Microscopic Features
Many of the histologic features described for PIPA above also are present in regressed melanomas (Fig. 10.7) [25–27]. In fact, regression involves an immunoregulatory response that results in melanoma cell death and melanin incontinence with subsequent melanophage activity of variable degree. Other features suggestive of regression include alterations of dermal collagen fibers, vascular proliferation, and attenuation of overlying epidermal rete ridges, features also present in scars and recurrent nevi [28, 29]. Partially regressed lesions also contain residual melanoma cells in the epidermis and/or in the dermis in addition to the infiltrate of melanophages.

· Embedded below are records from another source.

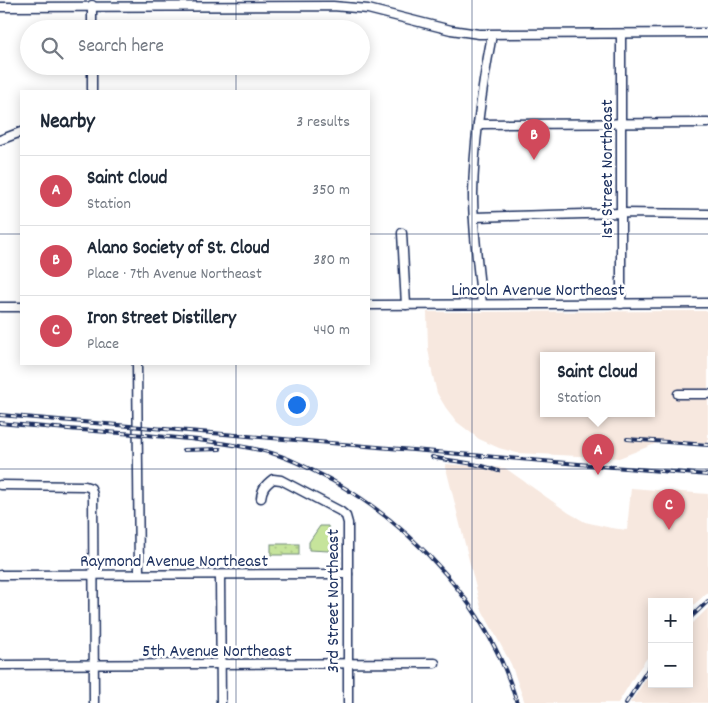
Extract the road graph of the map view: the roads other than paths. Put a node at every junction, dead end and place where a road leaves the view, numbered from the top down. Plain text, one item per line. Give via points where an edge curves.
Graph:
1 (92, 5) junction
2 (0, 7) edge
3 (92, 20) edge
4 (708, 33) edge
5 (492, 34) junction
6 (621, 34) junction
7 (92, 75) edge
8 (92, 90) edge
9 (708, 123) edge
10 (478, 124) junction
11 (622, 124) junction
12 (20, 132) edge
13 (0, 140) edge
14 (621, 213) junction
15 (708, 214) edge
16 (474, 217) junction
17 (402, 233) dead end
18 (708, 303) edge
19 (482, 304) junction
20 (621, 304) junction
21 (370, 305) edge
22 (406, 305) junction
23 (20, 306) edge
24 (0, 307) edge
25 (137, 365) edge
26 (678, 394) dead end
27 (708, 394) edge
28 (0, 485) edge
29 (261, 498) dead end
30 (138, 574) junction
31 (348, 574) junction
32 (0, 575) edge
33 (93, 575) junction
34 (220, 576) junction
35 (435, 663) dead end
36 (94, 665) junction
37 (221, 665) junction
38 (348, 665) junction
39 (0, 666) edge
40 (94, 703) edge
41 (221, 703) edge
42 (348, 703) edge

1 - 2 street
1 - 3 street
1 - 5 street via 333,6 368,9 464,32
4 - 6 street
5 - 6 street
5 - 10 street
6 - 11 street, 1st Street Northeast
7 - 8 street
9 - 11 street
10 - 11 street
10 - 16 street
11 - 14 street, 1st Street Northeast
12 - 13 street
14 - 15 street
14 - 16 street
14 - 20 street, 1st Street Northeast
16 - 19 street
17 - 22 street
18 - 20 street, Lincoln Avenue Northeast
19 - 20 street, Lincoln Avenue Northeast
19 - 22 street, Lincoln Avenue Northeast
21 - 22 street, Lincoln Avenue Northeast
23 - 24 street
25 - 30 street
26 - 27 street
28 - 33 street via 91,488
29 - 31 street, 3rd Street Northeast via 266,483 272,479 282,480 346,516
30 - 33 street, Raymond Avenue Northeast
30 - 34 street, Raymond Avenue Northeast
31 - 34 street, Raymond Avenue Northeast
31 - 38 street, 3rd Street Northeast
32 - 33 street, Raymond Avenue Northeast
33 - 36 street
34 - 37 street
35 - 38 street, 5th Avenue Northeast
36 - 37 street, 5th Avenue Northeast
36 - 39 street, 5th Avenue Northeast
36 - 40 street
37 - 38 street, 5th Avenue Northeast
37 - 41 street
38 - 42 street, 3rd Street Northeast

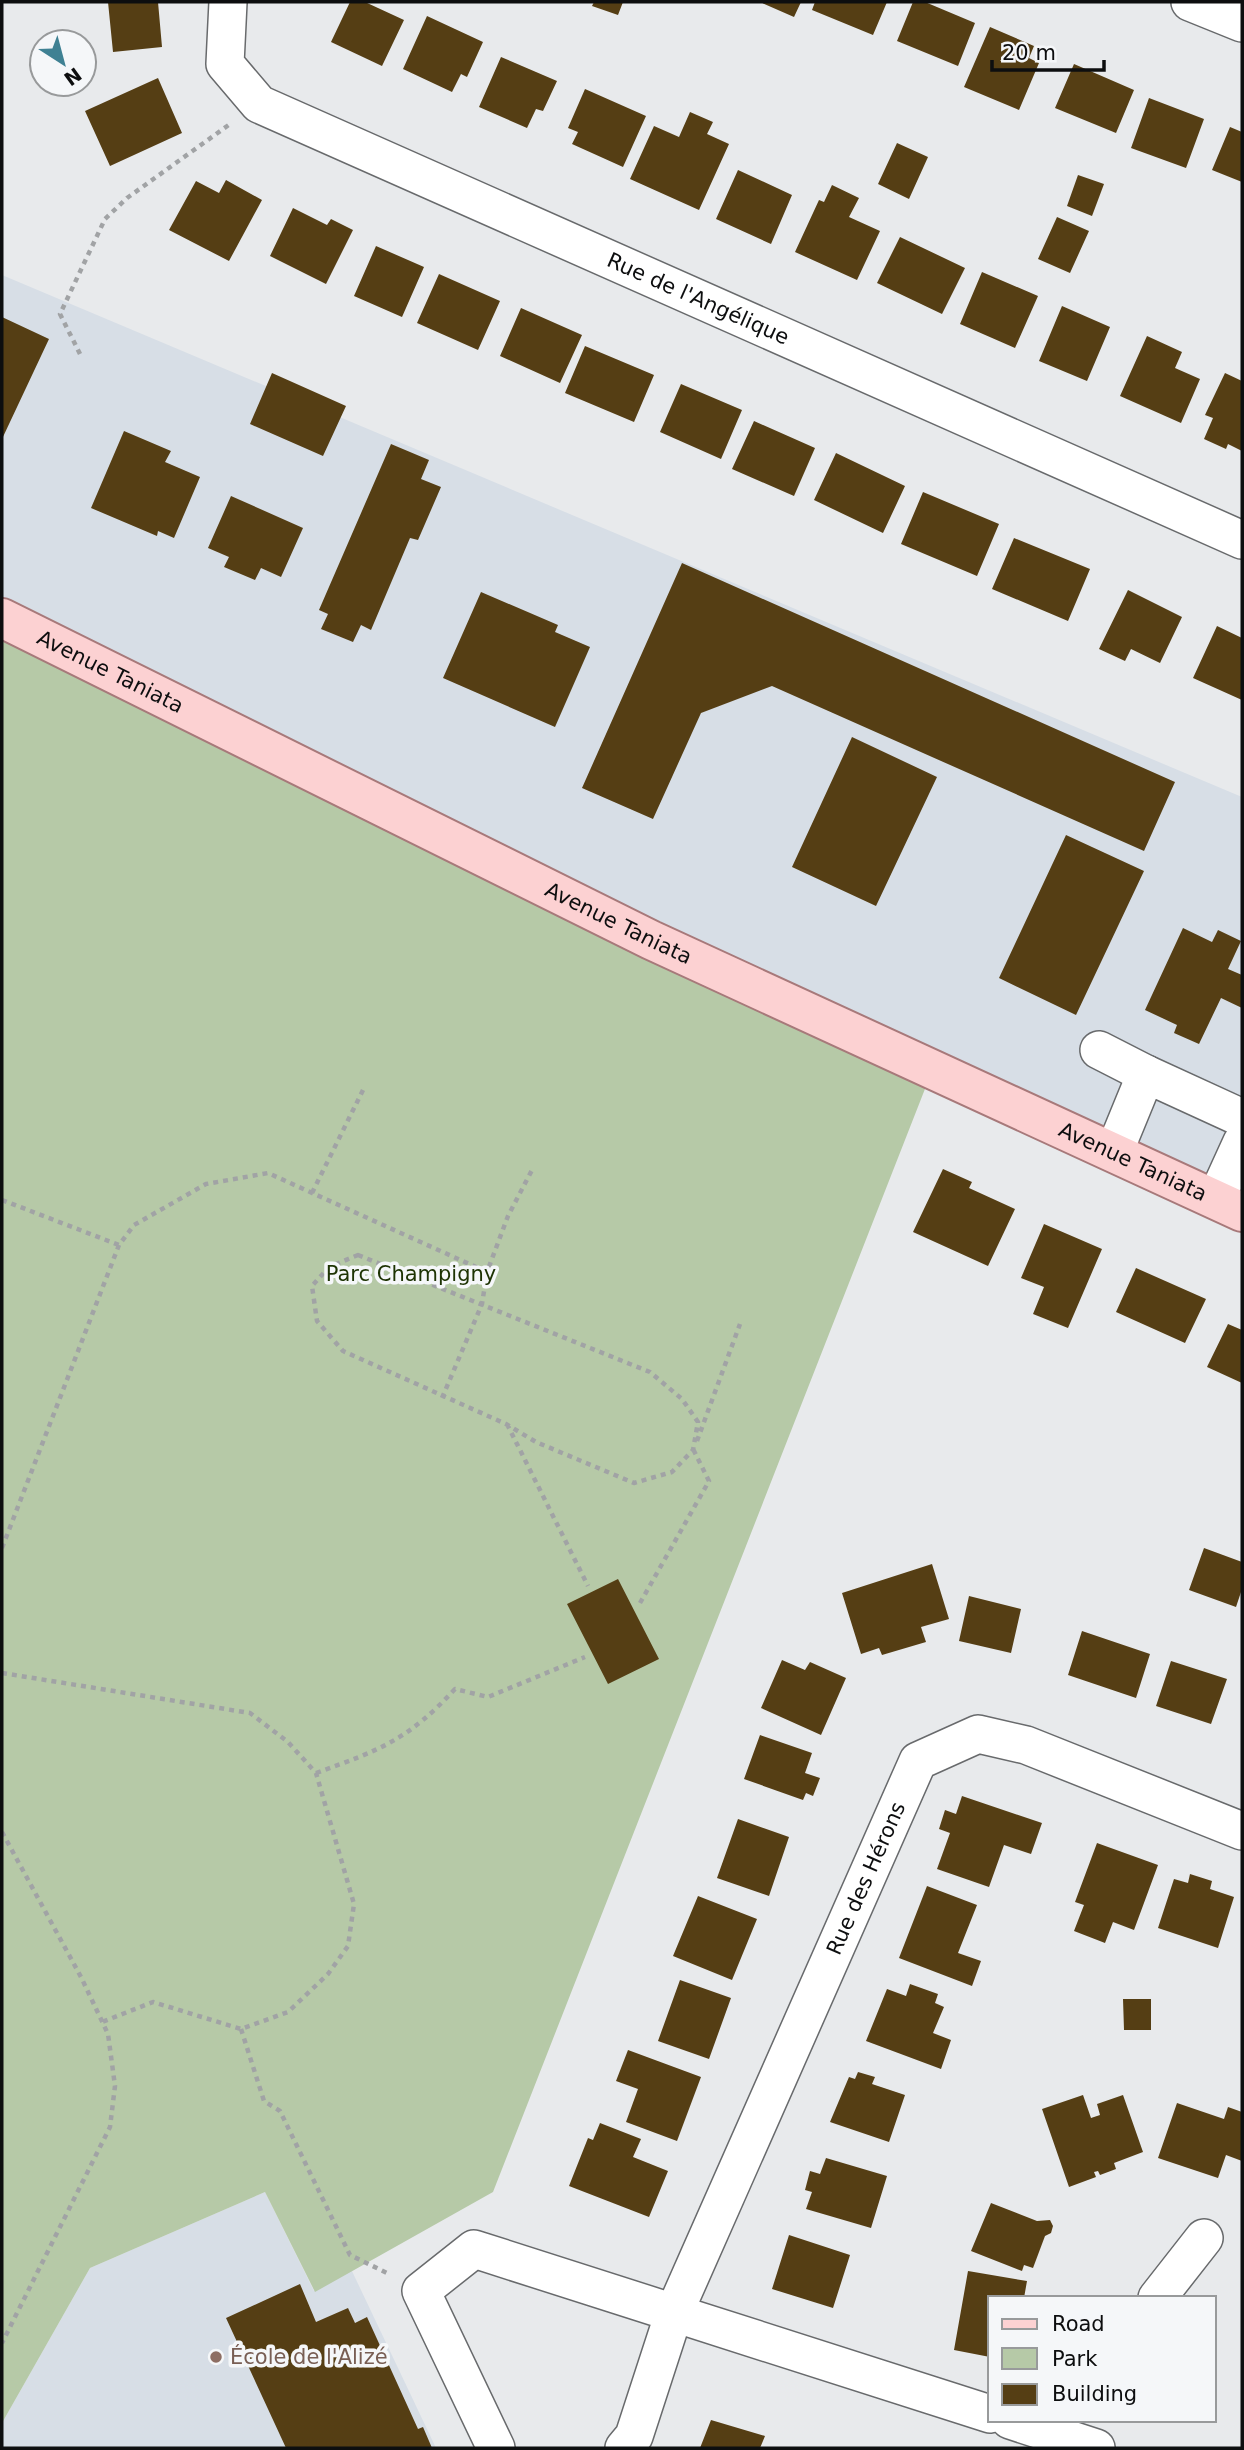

Immunohistochemistry may be helpful to identify a small residual focus of melanoma partially obscured by the inflammation associated with regression. Histologic features suggestive of regression in the absence of a melanocytic lesion require adequate clinical correlation to determine if the biopsy is a representative sample of the lesion.
Fig. 10.7
Malignant melanoma with partial regression. (a) Melanoma in situ with features of regression in the subjacent dermis (×20). (b) Clusters of small epithelioid melanophages are scattered within an area of dermis having lamellar fibroplasia and vascular proliferation (×20). Note the nests of larger epithelioid invasive melanoma cells toward the left edge. (c) Anti-Melan A/MART-1 highlights the intraepidermal melanoma cells, but does not reveal a residual invasive dermal component (×20). Numerous small melanophages within the area of regression are not immunolabeled
Differential Diagnosis: Foreign Body Reaction to Tattoo
Clinical Features
Clinical history of prior trauma may be the best clue for the diagnosis of a foreign body tattoo. Pigmented material commonly found in traumatic tattoos include graphite, metals such as aluminum, and components of soil. Intentional (ornamental) tattoos also may be seen as an incidental finding in biopsies of an adjacent neoplastic or inflammatory process.